During 1997, we established the American Equity Investment NMO Deferred Compensation Plan ("NMO Deferred Compensation Plan") whereby agents could earn common stock in addition to their normal commissions. The NMO Deferred Compensation Plan was effective until December 31, 2006 at which time it was suspended. Awards were calculated using formulas determined annually by our Board of Directors. These shares are being distributed at the end of the vesting and deferral period of nine years. We recognize commission expense and an increase to additional paid-in capital as share-based compensation when the awards vest. All outstanding shares issued under this plan were fully vested at December 31, 2010. At December 31, 2016 and 2015, the total number of undistributed vested shares under the NMO Deferred Compensation Plan was 0 and 223,454, respectively. These shares are included in the computation of earnings per share and earnings per share—assuming dilution.

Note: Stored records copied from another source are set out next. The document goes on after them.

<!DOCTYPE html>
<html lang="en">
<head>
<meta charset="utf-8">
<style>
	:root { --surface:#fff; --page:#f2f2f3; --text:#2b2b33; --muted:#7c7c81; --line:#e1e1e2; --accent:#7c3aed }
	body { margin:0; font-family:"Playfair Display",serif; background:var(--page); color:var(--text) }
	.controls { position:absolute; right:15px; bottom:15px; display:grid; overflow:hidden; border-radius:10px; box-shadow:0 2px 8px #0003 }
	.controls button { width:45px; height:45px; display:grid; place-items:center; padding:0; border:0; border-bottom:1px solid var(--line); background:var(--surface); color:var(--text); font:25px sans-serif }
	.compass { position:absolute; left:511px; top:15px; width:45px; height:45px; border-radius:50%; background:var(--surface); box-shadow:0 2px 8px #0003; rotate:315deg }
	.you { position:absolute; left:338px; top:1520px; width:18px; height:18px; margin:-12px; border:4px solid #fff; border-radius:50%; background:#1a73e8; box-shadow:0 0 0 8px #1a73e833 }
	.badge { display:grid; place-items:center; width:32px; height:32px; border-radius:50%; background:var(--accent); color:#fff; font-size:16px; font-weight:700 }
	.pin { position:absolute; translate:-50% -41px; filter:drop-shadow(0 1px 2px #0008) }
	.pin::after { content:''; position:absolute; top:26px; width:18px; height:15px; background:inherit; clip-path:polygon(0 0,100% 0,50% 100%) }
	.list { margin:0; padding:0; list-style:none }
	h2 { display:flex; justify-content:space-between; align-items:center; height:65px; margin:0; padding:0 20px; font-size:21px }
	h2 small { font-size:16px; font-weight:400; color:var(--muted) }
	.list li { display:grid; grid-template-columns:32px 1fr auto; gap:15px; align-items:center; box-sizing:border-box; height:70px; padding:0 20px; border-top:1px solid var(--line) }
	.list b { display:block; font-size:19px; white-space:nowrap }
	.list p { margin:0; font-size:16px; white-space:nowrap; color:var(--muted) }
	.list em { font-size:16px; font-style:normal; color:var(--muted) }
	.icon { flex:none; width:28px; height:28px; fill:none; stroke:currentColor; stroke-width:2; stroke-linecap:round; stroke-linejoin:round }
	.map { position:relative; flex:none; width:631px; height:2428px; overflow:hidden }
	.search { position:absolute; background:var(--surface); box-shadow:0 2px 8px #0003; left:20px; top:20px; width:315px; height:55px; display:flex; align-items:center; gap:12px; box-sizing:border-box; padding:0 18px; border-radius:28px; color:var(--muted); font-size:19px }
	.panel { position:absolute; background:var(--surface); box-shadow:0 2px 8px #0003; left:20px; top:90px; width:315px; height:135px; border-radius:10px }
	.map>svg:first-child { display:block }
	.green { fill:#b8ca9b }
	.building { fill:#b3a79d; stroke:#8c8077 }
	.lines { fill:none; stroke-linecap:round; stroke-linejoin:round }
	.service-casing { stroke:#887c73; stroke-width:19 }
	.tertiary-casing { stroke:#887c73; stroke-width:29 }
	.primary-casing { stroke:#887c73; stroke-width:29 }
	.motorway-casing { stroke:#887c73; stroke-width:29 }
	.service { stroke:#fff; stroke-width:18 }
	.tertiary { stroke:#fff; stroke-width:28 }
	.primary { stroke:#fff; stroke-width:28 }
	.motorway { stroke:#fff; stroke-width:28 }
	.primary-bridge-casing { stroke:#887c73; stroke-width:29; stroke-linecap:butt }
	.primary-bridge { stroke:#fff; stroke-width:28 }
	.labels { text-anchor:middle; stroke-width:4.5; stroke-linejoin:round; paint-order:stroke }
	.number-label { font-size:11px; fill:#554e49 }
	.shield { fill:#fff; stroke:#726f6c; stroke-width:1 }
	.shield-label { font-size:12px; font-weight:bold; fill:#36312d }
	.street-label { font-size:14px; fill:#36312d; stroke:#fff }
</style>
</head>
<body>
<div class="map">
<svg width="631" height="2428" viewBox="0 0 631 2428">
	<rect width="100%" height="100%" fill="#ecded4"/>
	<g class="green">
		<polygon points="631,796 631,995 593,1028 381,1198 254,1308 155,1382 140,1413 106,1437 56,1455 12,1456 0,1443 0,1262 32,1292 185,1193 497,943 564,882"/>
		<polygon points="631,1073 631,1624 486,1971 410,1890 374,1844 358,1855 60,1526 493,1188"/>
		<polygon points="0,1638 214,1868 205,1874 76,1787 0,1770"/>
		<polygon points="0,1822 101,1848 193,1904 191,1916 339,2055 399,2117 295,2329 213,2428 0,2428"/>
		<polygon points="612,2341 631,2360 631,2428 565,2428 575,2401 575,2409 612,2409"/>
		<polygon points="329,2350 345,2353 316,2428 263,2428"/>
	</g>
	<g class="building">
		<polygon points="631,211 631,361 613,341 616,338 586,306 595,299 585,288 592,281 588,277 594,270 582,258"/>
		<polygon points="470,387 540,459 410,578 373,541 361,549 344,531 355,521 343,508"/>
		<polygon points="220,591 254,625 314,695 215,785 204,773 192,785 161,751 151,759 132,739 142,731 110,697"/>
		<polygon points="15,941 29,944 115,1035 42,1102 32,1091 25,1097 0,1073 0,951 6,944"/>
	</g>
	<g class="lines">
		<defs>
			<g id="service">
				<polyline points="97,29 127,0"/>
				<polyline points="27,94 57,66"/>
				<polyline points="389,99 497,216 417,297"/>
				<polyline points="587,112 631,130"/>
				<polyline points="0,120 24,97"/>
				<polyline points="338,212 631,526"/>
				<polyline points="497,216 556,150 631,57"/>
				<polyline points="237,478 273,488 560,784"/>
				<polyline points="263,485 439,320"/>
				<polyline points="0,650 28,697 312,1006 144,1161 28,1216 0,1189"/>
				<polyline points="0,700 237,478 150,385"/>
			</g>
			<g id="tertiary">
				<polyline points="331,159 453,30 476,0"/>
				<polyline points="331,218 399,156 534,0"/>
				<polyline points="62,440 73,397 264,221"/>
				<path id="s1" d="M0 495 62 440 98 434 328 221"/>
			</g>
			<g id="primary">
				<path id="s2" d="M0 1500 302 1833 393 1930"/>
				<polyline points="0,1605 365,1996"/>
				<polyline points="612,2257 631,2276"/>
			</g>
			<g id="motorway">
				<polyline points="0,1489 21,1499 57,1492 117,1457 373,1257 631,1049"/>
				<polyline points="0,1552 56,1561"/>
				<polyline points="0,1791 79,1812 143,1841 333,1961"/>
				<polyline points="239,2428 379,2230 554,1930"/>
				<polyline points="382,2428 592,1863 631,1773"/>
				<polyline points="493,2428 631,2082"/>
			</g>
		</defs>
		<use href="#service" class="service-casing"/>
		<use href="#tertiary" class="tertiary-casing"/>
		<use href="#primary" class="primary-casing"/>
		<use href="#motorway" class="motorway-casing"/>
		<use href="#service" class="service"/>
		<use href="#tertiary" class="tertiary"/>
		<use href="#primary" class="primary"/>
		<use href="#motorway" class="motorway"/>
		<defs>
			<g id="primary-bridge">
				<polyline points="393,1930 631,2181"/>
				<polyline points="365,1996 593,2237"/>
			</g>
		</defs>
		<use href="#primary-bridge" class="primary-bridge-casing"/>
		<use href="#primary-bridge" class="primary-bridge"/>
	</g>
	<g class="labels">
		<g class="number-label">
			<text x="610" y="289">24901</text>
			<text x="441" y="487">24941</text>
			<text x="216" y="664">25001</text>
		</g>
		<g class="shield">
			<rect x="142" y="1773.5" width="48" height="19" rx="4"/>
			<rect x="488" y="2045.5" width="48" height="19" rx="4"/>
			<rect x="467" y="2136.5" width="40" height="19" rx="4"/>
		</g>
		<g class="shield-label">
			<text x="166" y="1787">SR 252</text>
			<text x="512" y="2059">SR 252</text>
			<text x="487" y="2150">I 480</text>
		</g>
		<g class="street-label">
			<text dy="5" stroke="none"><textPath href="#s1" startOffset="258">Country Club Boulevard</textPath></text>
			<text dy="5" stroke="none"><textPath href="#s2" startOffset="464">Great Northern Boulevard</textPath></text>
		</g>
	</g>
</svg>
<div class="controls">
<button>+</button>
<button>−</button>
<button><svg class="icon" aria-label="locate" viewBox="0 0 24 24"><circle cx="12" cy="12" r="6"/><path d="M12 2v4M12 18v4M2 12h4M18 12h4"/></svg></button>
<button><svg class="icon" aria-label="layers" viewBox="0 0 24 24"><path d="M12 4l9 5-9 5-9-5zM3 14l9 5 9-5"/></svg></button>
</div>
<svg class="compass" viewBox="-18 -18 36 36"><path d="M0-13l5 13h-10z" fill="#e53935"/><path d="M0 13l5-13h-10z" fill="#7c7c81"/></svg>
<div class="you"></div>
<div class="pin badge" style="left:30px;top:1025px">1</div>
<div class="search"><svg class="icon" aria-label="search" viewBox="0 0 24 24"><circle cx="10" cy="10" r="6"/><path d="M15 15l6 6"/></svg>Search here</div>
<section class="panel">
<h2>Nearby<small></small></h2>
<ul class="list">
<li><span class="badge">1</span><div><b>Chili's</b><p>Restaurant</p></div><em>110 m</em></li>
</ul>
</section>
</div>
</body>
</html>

We have a Rabbi Trust, the NMO Deferred Compensation Trust (the "NMO Trust"), which has purchased shares of our common stock to fund the amount of vested shares under the NMO Deferred Compensation Plan. The common stock held in the NMO Trust is treated as treasury stock. The NMO Trust distributed 215,273, 313,108 and 349,568 shares during 2016, 2015 and 2014, respectively. The number of shares held by the NMO Trust at December 31, 2016 and 2015, was 15,058 and 230,012, respectively.